In order to enter into most of the relations of life people have to give up some of their Constitutional rights. If a man makes a contract he gives up the Constitutional right that previously he had to be free from the hamper that he puts upon himself. Some rights, no doubt, a person is not allowed to renounce, but very many he may. So we must go further than merely to point to the Fourteenth Amendment. I see nothing in it to prevent a foreign corporation agreeing with the State that it will be subject to the general law of torts and will submit to a transitory action wherever it may be sued. That the venue for suits against domestic corporations is limited by statute seems to me not enough to invalidate its assent.

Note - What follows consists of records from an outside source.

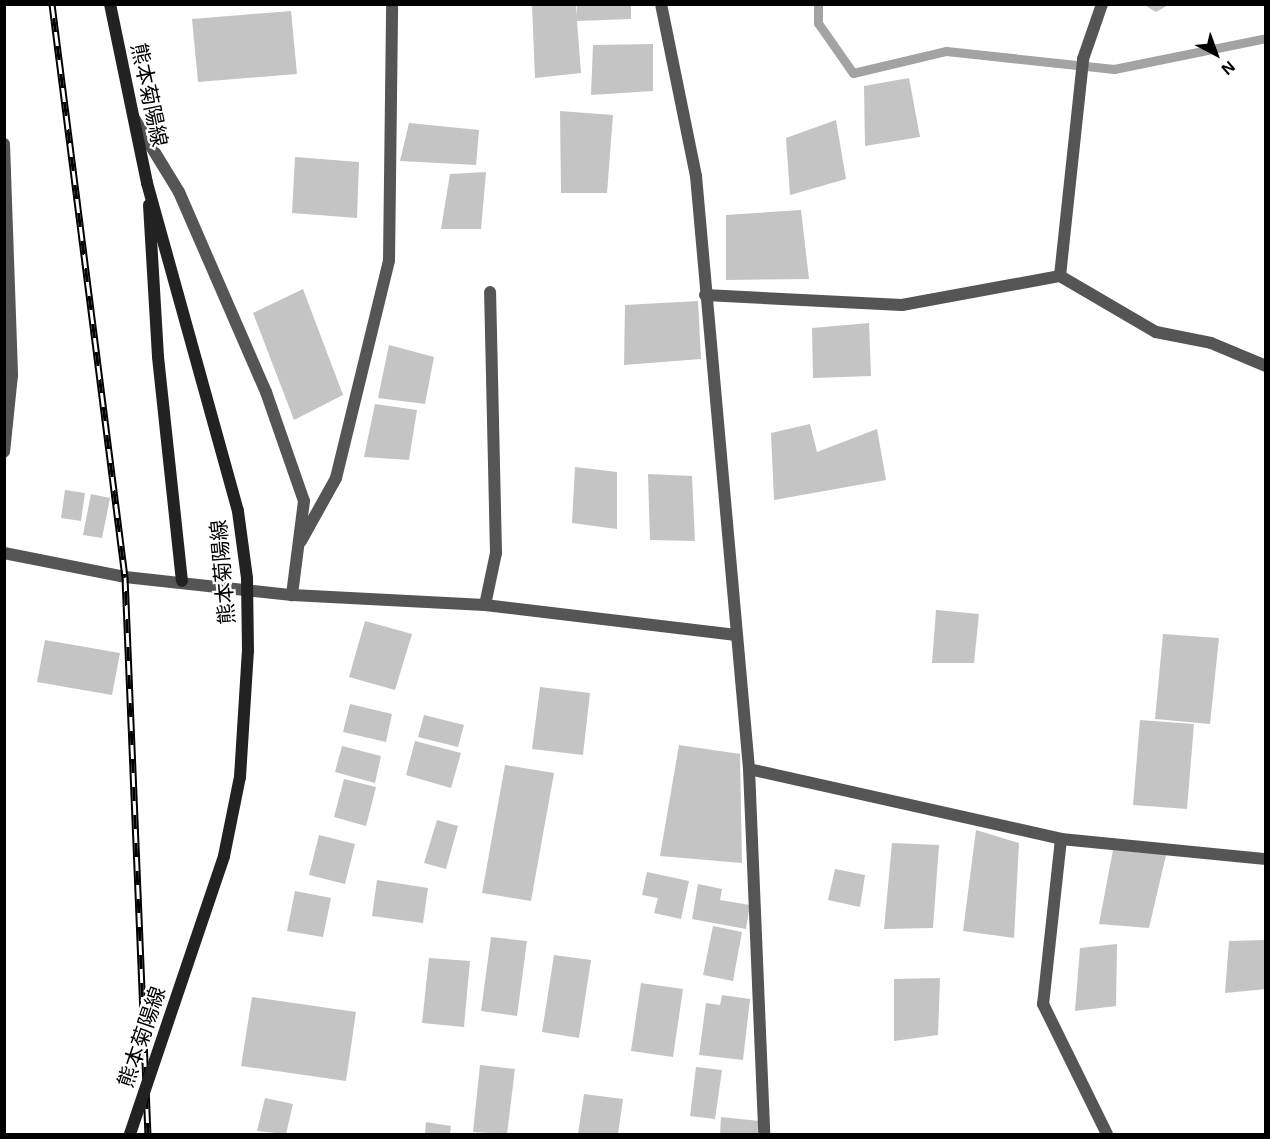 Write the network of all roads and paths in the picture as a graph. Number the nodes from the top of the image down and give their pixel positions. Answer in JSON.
{"nodes":[{"id":1,"x":110,"y":4,"type":"edge"},
{"id":2,"x":392,"y":4,"type":"edge"},
{"id":3,"x":662,"y":4,"type":"edge"},
{"id":4,"x":1102,"y":4,"type":"edge"},
{"id":5,"x":134,"y":119,"type":"junction"},
{"id":6,"x":4,"y":144,"type":"edge"},
{"id":7,"x":147,"y":183,"type":"junction"},
{"id":8,"x":1060,"y":276,"type":"junction"},
{"id":9,"x":490,"y":292,"type":"dead end"},
{"id":10,"x":705,"y":295,"type":"junction"},
{"id":11,"x":1266,"y":366,"type":"edge"},
{"id":12,"x":4,"y":452,"type":"edge"},
{"id":13,"x":301,"y":541,"type":"junction"},
{"id":14,"x":4,"y":553,"type":"edge"},
{"id":15,"x":182,"y":580,"type":"junction"},
{"id":16,"x":292,"y":595,"type":"junction"},
{"id":17,"x":485,"y":605,"type":"junction"},
{"id":18,"x":736,"y":635,"type":"junction"},
{"id":19,"x":748,"y":769,"type":"junction"},
{"id":20,"x":1061,"y":839,"type":"junction"},
{"id":21,"x":1266,"y":859,"type":"edge"},
{"id":22,"x":130,"y":1134,"type":"edge"},
{"id":23,"x":764,"y":1134,"type":"edge"},
{"id":24,"x":1107,"y":1134,"type":"edge"}],
"edges":[{"from":1,"to":5,"type":"main road","name":"熊本菊陽線"},
{"from":2,"to":13,"type":"street"},
{"from":3,"to":10,"type":"street"},
{"from":4,"to":8,"type":"street"},
{"from":5,"to":7,"type":"main road","name":"熊本菊陽線"},
{"from":5,"to":13,"type":"street"},
{"from":6,"to":12,"type":"street"},
{"from":7,"to":15,"type":"main road"},
{"from":7,"to":22,"type":"main road","name":"熊本菊陽線","bridge":true},
{"from":8,"to":10,"type":"street"},
{"from":8,"to":11,"type":"street"},
{"from":9,"to":17,"type":"street"},
{"from":10,"to":18,"type":"street"},
{"from":13,"to":16,"type":"street"},
{"from":14,"to":15,"type":"street"},
{"from":15,"to":16,"type":"street"},
{"from":16,"to":17,"type":"street"},
{"from":17,"to":18,"type":"street"},
{"from":18,"to":19,"type":"street"},
{"from":19,"to":20,"type":"street"},
{"from":19,"to":23,"type":"street"},
{"from":20,"to":21,"type":"street"},
{"from":20,"to":24,"type":"street"}]} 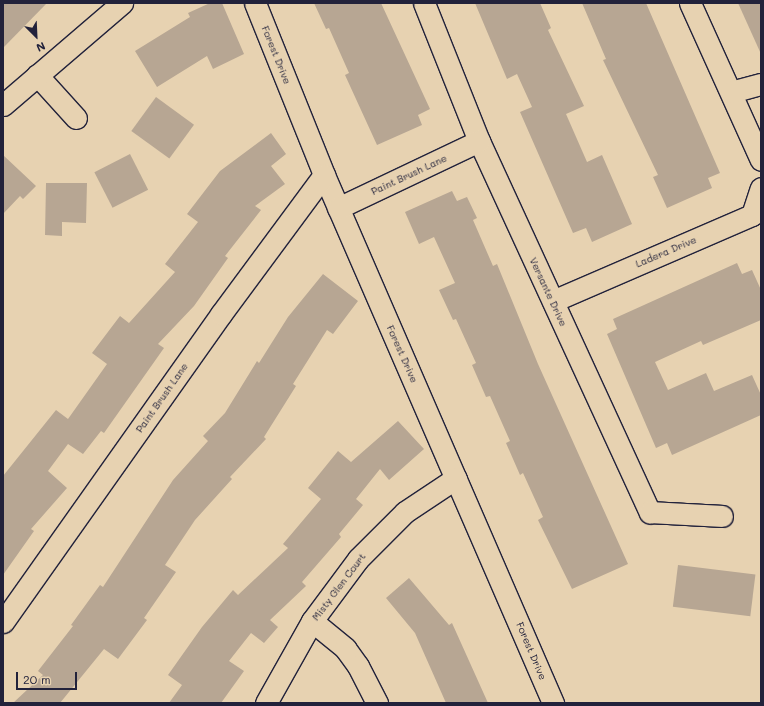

Every contract is the acceptance of some inequality-and under our decisions I think it cannot be denied that the plaintiff in error did contract. Pennsylvania Fire Insurance Co. v. Gold Issue Mining & Milling Co., 243 U. S. 93, 96, 37 S. Ct. 344, 61 L. Ed. 610. The jurisdiction of the Court would have been unquestionable if it had not been objected to, and I do not see why consent could not be manifested by contract as well as by silence. While we adhere to the rule that a State may exclude foreign corporations altogether it seems to me a mistake to apply the inequality clause of the Fourteenth Amendment with meticulous nicety. The Amendment has been held not to overthrow ancient practices even when hard to reconcile with justice. I think there are stronger grounds for not reducing the power of the States to attach conditions to a consent that they have a right to refuse, when there is no attempt to use the conditions to invade forbidden fields.